:: INSTRUCTIONS TO FOLLOW ::
Every record is to be copied unchanged, except that its pictures are removed.

:: THE INPUT ::
────────────────

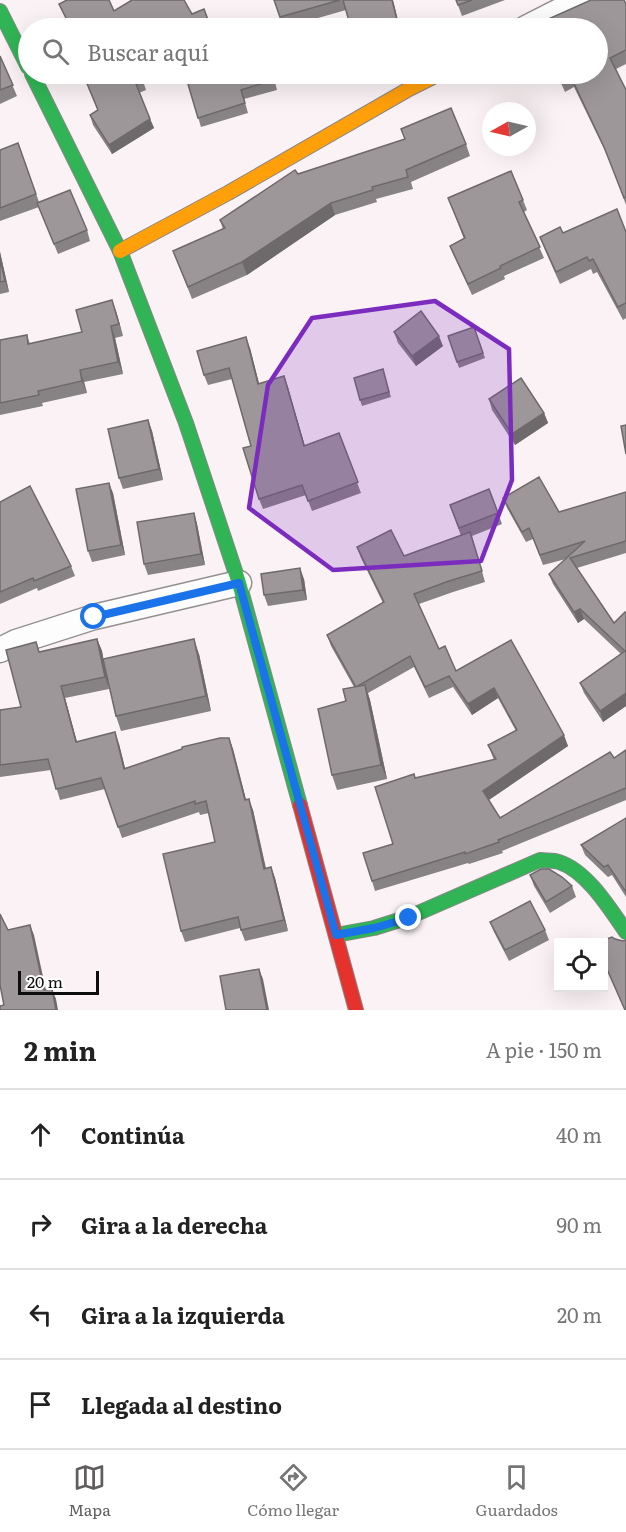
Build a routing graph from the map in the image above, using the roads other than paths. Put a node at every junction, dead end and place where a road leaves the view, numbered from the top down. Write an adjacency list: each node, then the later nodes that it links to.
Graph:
1 (581, 0): 3 (street)
2 (0, 11): 4 (street)
3 (546, 18)
4 (18, 47)
5 (37, 84): 7 (street)
6 (418, 84): 7 (street)
7 (120, 251): 8 (street)
8 (239, 583): 9 (street); 11 (street)
9 (0, 650)
10 (626, 933): 11 (street)
11 (336, 935): 12 (street)
12 (356, 1010)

────────────────

:: SOLUTION FOR THIS EXERCISE ::
Build a routing graph from the map in the image above, using the roads other than paths. Put a node at every junction, dead end and place where a road leaves the view, numbered from the top down. Write an adjacency list: each node, then the later nodes that it links to.
Graph:
1 (581, 0): 3 (street)
2 (0, 11): 4 (street)
3 (546, 18)
4 (18, 47)
5 (37, 84): 7 (street)
6 (418, 84): 7 (street)
7 (120, 251): 8 (street)
8 (239, 583): 9 (street); 11 (street)
9 (0, 650)
10 (626, 933): 11 (street)
11 (336, 935): 12 (street)
12 (356, 1010)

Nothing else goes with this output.